The Open Scholarship Initiative
Working together in partnership with UNESCO to improve the future of open

Definitions

    • Accepted author manuscript (AAM): The version of a manuscript that has been accepted by a publisher for publication.
    • Altmetrics: Alternative ways of recording and measuring the use and impact of scholarship. Rather than solely counting the number of times a work is cited in scholarly literature, alternative metrics also measure and analyze social media (e.g., Facebook, Twitter, blogs, wikis, etc.), document downloads, links to publishing and unpublished research, and other uses of research literature, in order to provide a more comprehensive measurement of scholarships reach and impact.
    • Article processing charge (APC): A fee charged to the author, creator, or institution to cover the cost of an article, rather than charging the potential reader of the article. APCs may apply to both commercial and open access publications. APCs are sometimes charged to authors in order to cover the cost of publishing and disseminating an article in an open access scholarly journal.
    • Article-level metrics: All types of article-level metrics including download and usage statistics, citations, and article-level altmetrics.

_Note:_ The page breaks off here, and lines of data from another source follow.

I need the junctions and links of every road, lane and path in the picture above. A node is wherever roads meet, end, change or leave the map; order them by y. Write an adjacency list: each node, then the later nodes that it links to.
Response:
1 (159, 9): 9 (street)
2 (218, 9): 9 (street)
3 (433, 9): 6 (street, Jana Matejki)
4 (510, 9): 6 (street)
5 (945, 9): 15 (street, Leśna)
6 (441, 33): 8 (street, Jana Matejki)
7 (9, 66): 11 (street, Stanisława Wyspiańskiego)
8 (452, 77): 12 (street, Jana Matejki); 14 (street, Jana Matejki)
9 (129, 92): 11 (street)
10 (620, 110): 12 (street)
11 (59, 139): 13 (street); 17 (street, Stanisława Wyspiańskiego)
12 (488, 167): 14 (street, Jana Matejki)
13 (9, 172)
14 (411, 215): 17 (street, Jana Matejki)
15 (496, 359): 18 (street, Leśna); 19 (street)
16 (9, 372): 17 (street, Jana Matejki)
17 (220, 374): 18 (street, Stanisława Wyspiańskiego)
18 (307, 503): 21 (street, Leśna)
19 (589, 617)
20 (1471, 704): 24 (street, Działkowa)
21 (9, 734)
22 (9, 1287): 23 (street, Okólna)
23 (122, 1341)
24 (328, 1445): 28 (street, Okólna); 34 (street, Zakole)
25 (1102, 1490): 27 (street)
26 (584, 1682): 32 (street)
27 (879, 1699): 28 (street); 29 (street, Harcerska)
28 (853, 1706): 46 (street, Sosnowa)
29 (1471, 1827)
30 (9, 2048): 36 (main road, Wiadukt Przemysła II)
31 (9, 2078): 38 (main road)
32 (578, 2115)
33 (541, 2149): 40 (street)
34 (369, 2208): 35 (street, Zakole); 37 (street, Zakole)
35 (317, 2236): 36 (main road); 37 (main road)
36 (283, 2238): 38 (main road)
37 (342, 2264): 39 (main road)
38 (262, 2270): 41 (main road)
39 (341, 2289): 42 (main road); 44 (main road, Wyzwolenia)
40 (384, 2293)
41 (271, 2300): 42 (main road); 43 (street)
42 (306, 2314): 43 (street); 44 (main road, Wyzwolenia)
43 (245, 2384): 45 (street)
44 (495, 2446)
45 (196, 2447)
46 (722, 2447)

    • Bibliometrics: The branch of library and information science concerned with the application of mathematical and statistical analysis to bibliography. Bibliometrics involves the statistical analysis of books, articles, or other publications.
    • CC-BY license: A Creative Commons license compatible with the most stringent stipulations of open access, and which allows the reuse, sharing, and remixing of materials providing the original author is appropriately attributed.
    • Copyright: The aspect of Intellectual property that gives creators the right to permit (or not permit) what happens to their creations, as opposed to trademark rights or moral rights.
    • Creative Commons licenses: A suite of licenses that set out the rights of authors and users, providing more “open” alternatives to the standard copyright.
    • Digital Object Identifier (DOI): A unique text string that is used to identify digital objects such as journal articles or open source software releases.
    • Double blind peer review: When the reviewers don’t know who the authors are, and vice versa.
    • Embargo period: A length of time imposed on a research output for users who have not paid for access, or do not have institutional access, before it is made freely available.
    • GNU GPL (General Public License): A free license for software and other kinds of works.
    • Gold OA: Making the final version of record of a research paper freely available immediately upon publication by the publisher. In order to facilitate this, the author (or her institution) pays a fee to the publisher to cover publishing costs.
    • Green OA: Making a version of a research paper (typically not the final version of record) freely available in a repository.
    • H-index: A personal metric that relates the number of citations to the number of published papers for an academic.
    • Hybrid journal: A type of journal in which certain articles are made open access while others remain subscription access.
    • Impact factor: A numerical (and controversial) measure that indicates the average number of citations to articles published over the previous two years in a journal, and frequently used as a proxy for a journal’s relative importance.
    • Institutional repository: An online database designed to collect the intellectual output of a particular institution or university, including digital collections such as electronic theses and dissertations, pre-prints, or faculty scholarship, and presents associated metadata regarding these items.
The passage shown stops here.